I feel like people are born to do certain things. Some are meant to achieve greatness; some become famous, cure illnesses, or live their dream life. Some become lawyers, doctors, teachers. Others, like myself, achieve mediocrity at best, and are completely content to wallow in that mud. Some, I think, are born with the patience to chip away at mountains with an ice pick, with kindness so sweet it could rot your teeth, and so full of love that they could literally explode.
Those last people are the ones who should be given this challenge.
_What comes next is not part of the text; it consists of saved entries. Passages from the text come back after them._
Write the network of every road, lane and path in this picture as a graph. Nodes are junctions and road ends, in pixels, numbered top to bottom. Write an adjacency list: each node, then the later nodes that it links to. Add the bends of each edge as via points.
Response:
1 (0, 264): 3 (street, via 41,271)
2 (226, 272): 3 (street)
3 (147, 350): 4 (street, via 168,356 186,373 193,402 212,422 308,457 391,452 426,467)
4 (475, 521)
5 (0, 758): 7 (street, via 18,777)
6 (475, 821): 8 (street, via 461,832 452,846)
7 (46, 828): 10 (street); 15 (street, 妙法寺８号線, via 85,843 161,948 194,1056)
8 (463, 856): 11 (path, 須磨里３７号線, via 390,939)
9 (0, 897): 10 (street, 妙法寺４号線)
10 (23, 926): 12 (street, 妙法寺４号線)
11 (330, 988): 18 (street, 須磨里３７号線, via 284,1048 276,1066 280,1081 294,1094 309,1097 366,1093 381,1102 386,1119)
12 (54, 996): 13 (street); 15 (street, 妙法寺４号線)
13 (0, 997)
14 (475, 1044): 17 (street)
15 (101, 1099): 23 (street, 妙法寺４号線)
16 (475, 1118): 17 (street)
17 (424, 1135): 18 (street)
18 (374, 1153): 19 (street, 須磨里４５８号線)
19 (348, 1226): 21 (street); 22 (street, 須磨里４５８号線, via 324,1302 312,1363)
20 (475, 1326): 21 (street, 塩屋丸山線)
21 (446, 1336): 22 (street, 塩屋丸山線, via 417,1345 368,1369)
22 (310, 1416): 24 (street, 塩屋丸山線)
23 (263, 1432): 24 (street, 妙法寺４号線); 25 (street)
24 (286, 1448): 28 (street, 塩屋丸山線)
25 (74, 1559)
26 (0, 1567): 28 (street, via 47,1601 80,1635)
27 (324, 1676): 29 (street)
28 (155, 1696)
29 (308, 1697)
You see, I have an amazing son. A handsome, loving, intelligent, almost 4-year-old boy who cares deeply for his little sister. He learns quickly, enjoys the outdoors as well as being inside and loves his cousins. But he also has autism. The doctors suspect Asperger's. We won't know for sure about that last part until April; even so, it's not an official "diagnosis" anymore, they're either on the spectrum, or not. That's fine. It's fine that he has autism, it's part of who he is and I love him more than air.
But I was not built for this.
If I had the patience of the hunter stalking his prey, then maybe. If I was inherently a really kind person, they maybe. If I was full of love, definitely. But life has not made me so.
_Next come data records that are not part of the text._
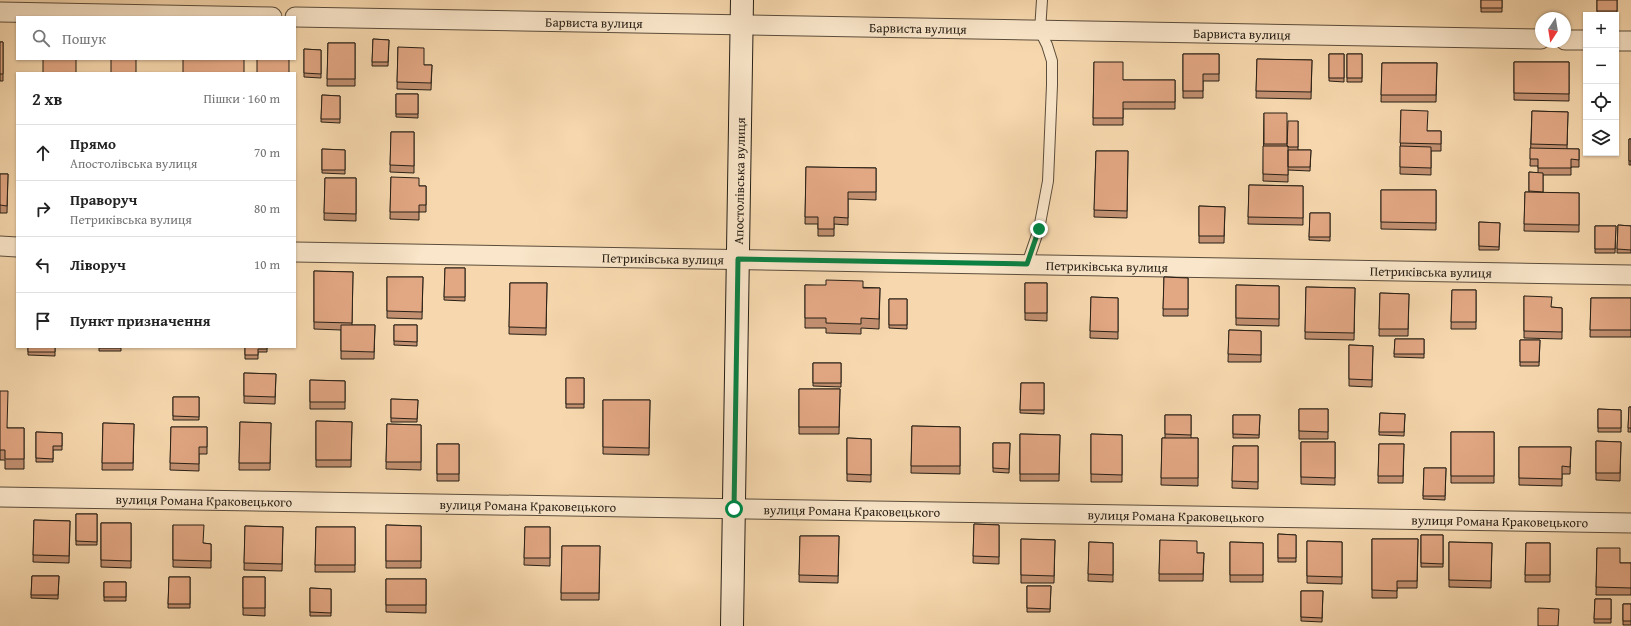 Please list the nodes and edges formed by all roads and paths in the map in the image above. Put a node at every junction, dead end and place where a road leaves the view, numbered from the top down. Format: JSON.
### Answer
{"nodes":[{"id":1,"x":742,"y":0,"type":"edge"},
{"id":2,"x":1042,"y":0,"type":"edge"},
{"id":3,"x":0,"y":12,"type":"edge"},
{"id":4,"x":218,"y":16,"type":"edge"},
{"id":5,"x":296,"y":17,"type":"edge"},
{"id":6,"x":741,"y":25,"type":"junction"},
{"id":7,"x":1040,"y":30,"type":"junction"},
{"id":8,"x":1535,"y":39,"type":"edge"},
{"id":9,"x":1571,"y":40,"type":"edge"},
{"id":10,"x":1583,"y":40,"type":"edge"},
{"id":11,"x":1619,"y":40,"type":"edge"},
{"id":12,"x":1631,"y":41,"type":"edge"},
{"id":13,"x":0,"y":246,"type":"edge"},
{"id":14,"x":16,"y":247,"type":"edge"},
{"id":15,"x":296,"y":252,"type":"edge"},
{"id":16,"x":738,"y":259,"type":"junction"},
{"id":17,"x":1027,"y":264,"type":"junction"},
{"id":18,"x":1631,"y":275,"type":"edge"},
{"id":19,"x":0,"y":497,"type":"edge"},
{"id":20,"x":734,"y":509,"type":"junction"},
{"id":21,"x":1631,"y":523,"type":"edge"},
{"id":22,"x":732,"y":626,"type":"edge"}],
"edges":[{"from":1,"to":6,"type":"street","name":"Апостолівська вулиця"},
{"from":2,"to":7,"type":"lane"},
{"from":3,"to":4,"type":"street"},
{"from":5,"to":6,"type":"street","name":"Барвиста вулиця"},
{"from":6,"to":7,"type":"street","name":"Барвиста вулиця"},
{"from":6,"to":16,"type":"street","name":"Апостолівська вулиця"},
{"from":7,"to":8,"type":"street","name":"Барвиста вулиця"},
{"from":7,"to":17,"type":"lane"},
{"from":9,"to":10,"type":"street"},
{"from":11,"to":12,"type":"street"},
{"from":13,"to":14,"type":"street"},
{"from":15,"to":16,"type":"street","name":"Петриківська вулиця"},
{"from":16,"to":17,"type":"street","name":"Петриківська вулиця"},
{"from":16,"to":20,"type":"street","name":"Апостолівська вулиця"},
{"from":17,"to":18,"type":"street","name":"Петриківська вулиця"},
{"from":19,"to":20,"type":"street","name":"вулиця Романа Краковецького"},
{"from":20,"to":21,"type":"street","name":"вулиця Романа Краковецького"},
{"from":20,"to":22,"type":"street","name":"Апостолівська вулиця"}]}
You're shaped by the challenges presented to you and how you react to them. If you choose to look only at the dark side, then you miss out on the light (and maybe the force?) and the good that can come from it. My life has hardly been easy. Raised by grandparents from a young age due to my mother being schizophrenic and my father committing suicide, I learned early on that a lot of people judge you by your family; or in my case, my mother. My grandfather died of lung cancer when I was in 8th grade, and my grandmother was sent to a nursing home. I moved in with an aunt and uncle in a different state and went to a school more than 5x bigger than what I was coming from. I didn't understand my feelings, and depression ran rampant, unchecked. My grandmother died while I was in high school. So I lost both of my parental figures in the span of five years. I hate to admit it, but this made me bitter.
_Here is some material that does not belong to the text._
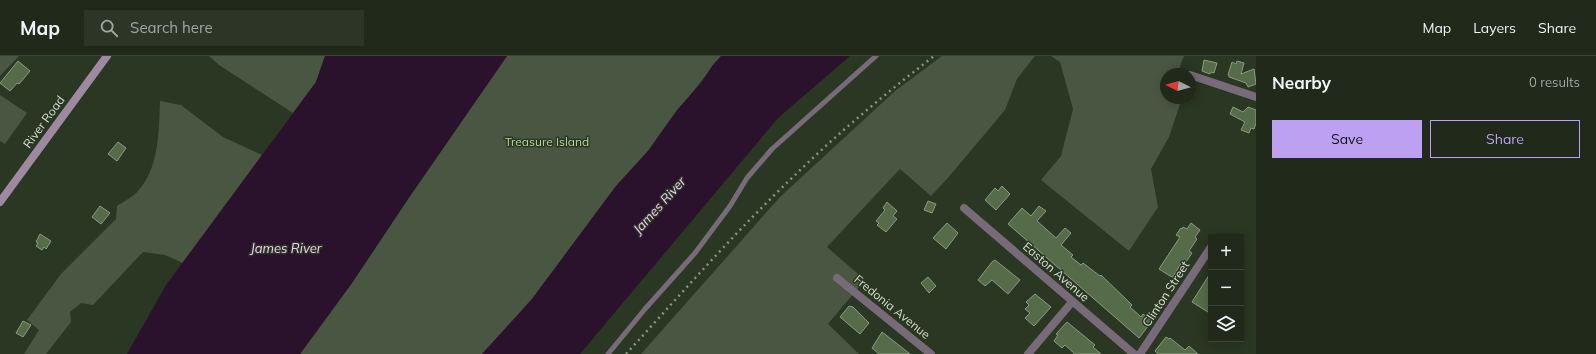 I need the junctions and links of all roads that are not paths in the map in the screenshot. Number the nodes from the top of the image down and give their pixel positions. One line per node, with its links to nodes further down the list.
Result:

I moved out on my own and made mistake after mistake, with boys and with my life. I never could stay in school as I never settled on a degree. I moved across the US for a boy, and then came home. I got pregnant unexpectedly, at age 23. I was about to start nursing school. I dropped out after he was born. My then-boyfriend and I got married. I went to school for massage therapy (something I found out that I actually liked), but failed at starting my own business. I'm not a people person; I'm socially awkward, nerdy and clueless. All this made me more depressed.
I lived for my son. I got on medicine for my son. I didn't make time to take care of me. He was my life. And it felt like it shattered the day he was diagnosed.
He's a difficult child. Always has been. Threw tantrums as soon as he figured out he wanted to get to something but couldn't move. Fought like a demon to not sleep, and then never slept a full night. Didn't want to be held. Didn't make eye contact. Didn't learn from his mistakes/punishment. My concerns when he was very young were ignored; all I ever heard from family/friends/doctor was "that's normal for a boy his age," while strangers were pelting me with "I've never seen a kid act that way!"
While his diagnosis was sort of a relief ("Whew! I'm not just a failure as a mother"), it showed me how out of my depth I really am. I try and try and try to do what the doctors and my research says will help him. He's in OT; I applied him for an intensive therapy program. I stand up to his father about being mean. I set a schedule. I try to use positive reinforcement. I try to tailor his diet.
But he keeps getting worse. More violent. More angry. More tantrums. More meltdowns. He's starting to hit and headbutt harder. He's starting to take it out on his sister. He's throwing things, and screaming at the top of his lungs. My friends say medicine may be the only answer; others say cutting out gluten. My head is spinning, and I find myself exhausted and out of patience.
He's so sweet when he's not in one of his "moods." That's what really gets me. But today is a bad day. He is not listening, and when he asks me a question I legitimately don't know the answer to, he keeps pushing. That is actually what led me here today. Because I'm sick of repeating myself. I'm sick of talking to a brick wall. I'm sick of being beat.
We see the doctor on Thursday again. I sure hope we can figure something out, because I'm going crazy and those positive Autism parents drive me bonkers. Because it's not perfect. No one fix is going to help all. And my son is different than yours.
Some people were meant to handle children with special needs. I'm not yet convinced I am one of them.